Like most artistically-inclined screw-ups, Rosie fancied himself the last of the romantics in a cynical age. So as far as he was concerned, Tom Waits’ gutter-poet material from the 70’s and through the mid-90’s was written specifically about and for people like him. He also knew I loved Tom Waits because I played it at the bar often enough, and hosted Tom Waits Tuesdays once a week. He brought me this record for my birthday, a crisp vinyl copy that he’d obviously stolen from a shop, a bootleg release, and one of the few that Wait’s perpetual unauthorized distribution lawsuits didn’t manage to squash from production.
Live from Austin was put together as part of PBS’ now-legendary Austin City Limits concert collection, recorded in front of a live TV audience in the winter of 1978, a few months after
Blue Valentine. The set itself never saw an audio release until 2009. It kicks off with George Gershwin’s “Summertime”, a jagged trumpet and Waits cackling, coughing and moaning for a few seconds, before letting out a joke that coasts into a story that coasts seamlessly into “Burma Shave:”
When I was a kid, my dad had a 1957 Station Wagon, a Chevrolet. And man did I love that car. I used to go to the garage at night, turn out all the lights and roll up against it. I think that’s against the law. But I remember driving all the way across the country, when I was a kid, in the back. I remember seeing Burma Shave signs all the way across the country along Route 66. And this is a story about a young girl in a small little town called Marysville, somewhere around Yuma City, Chico, they’re all the same. All 23 miles, and you’re in the next one, and they’ve got a Fosters Freeze just like in the one you were trying to get out of.
“Burma Shave” continues to be one of Waits’ most outstanding tracks, a drunken lament to young kids running away from small towns, only to find out you can’t run from your lot. He lets the piano breathe, stretching the song for eleven minutes, improvising verses and pausing to do colour commentary for the audience.

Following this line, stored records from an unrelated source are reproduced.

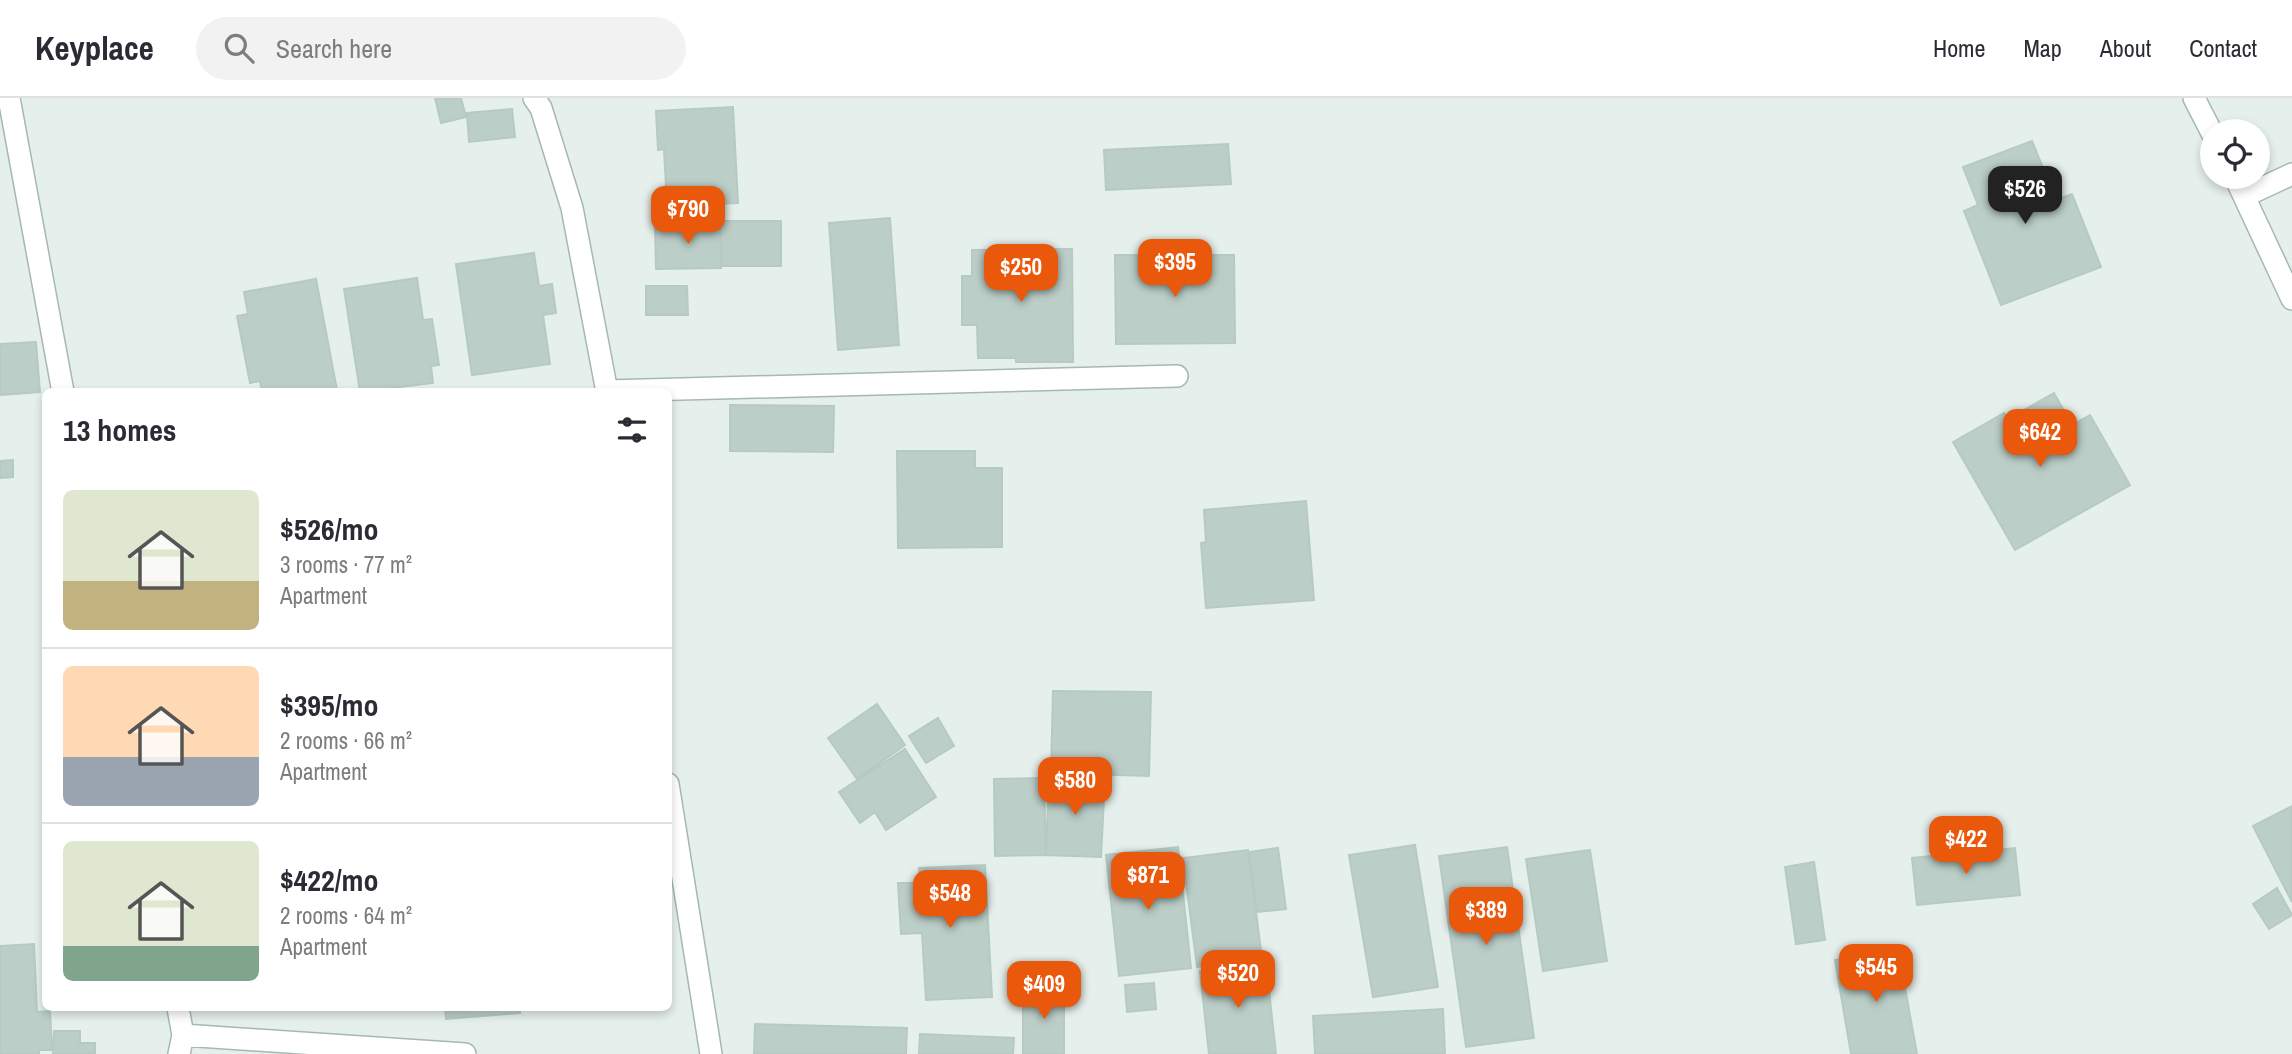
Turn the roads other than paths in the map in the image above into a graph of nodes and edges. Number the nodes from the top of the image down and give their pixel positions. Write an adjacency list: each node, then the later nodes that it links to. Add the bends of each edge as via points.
1 (9, 98): 10 (street)
2 (534, 98): 11 (street, via 572,208)
3 (2194, 98): 4 (street)
4 (2205, 119)
5 (2292, 174): 7 (street)
6 (2241, 189): 7 (street)
7 (2245, 196): 8 (street)
8 (2292, 299)
9 (1177, 376): 12 (street)
10 (62, 388)
11 (606, 388)
12 (672, 390)
13 (672, 809): 17 (street)
14 (178, 1011): 15 (street)
15 (181, 1045): 16 (street)
16 (465, 1054)
17 (711, 1054)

A medley follows, starting off with “Annie’s Back in Town,” a then-new song written for Sylvester Stallone’s 1978 film,
Paradise Alley. The song, a beatific piano piece, never saw an official Waits album appearance, and was unfortunately omitted from the expansive
Orphans B-side compilation from 2006. “Annie” eases into “I Wish I Was in New Orleans” off
Small Change, before ending on a cheeky version of Harmonica Frank’s novelty song “Ain’t Gonna Rain No Mo,” with Waits doing more ad-libbing with lyrics:
My daddy was a doctor,
My mommy was a nurse.
And I’m the little needle
That gets you where it hurts.
My uncle was a chemist.
A chemist he is no more.
For what he thought was H20
Was H2SO4.
Waits’ lounge troubadour act is on full display here. He preludes “On the Nickel” with a warped take on “Waltzing Matilda,” and gets out from behind the piano to do a soused cabaret dance to ”Romeo is Bleeding.” This period in his career was an important one. It would see him begin to move away from beat poet aping, and starting to carve out his own style, a singular persona that belonged solely to him and was owed to no one. His backing band are minimal compared to the full-on show of
Nighthawks at the Diner from just a few years before. They play it tight and loose when needed, and Waits’ voice, already noticeably gruffer, focuses on telling immersive stories of broken down Americana, rather than stringing together tattered couplets.
Though never approved by Waits himself, this live recording is a vital document in his timeline, and I’m glad it’s still kicking around. It shows him transition from a meticulous actor into a true performer, one with plenty of things to say and a hell of a marvelous way of saying them.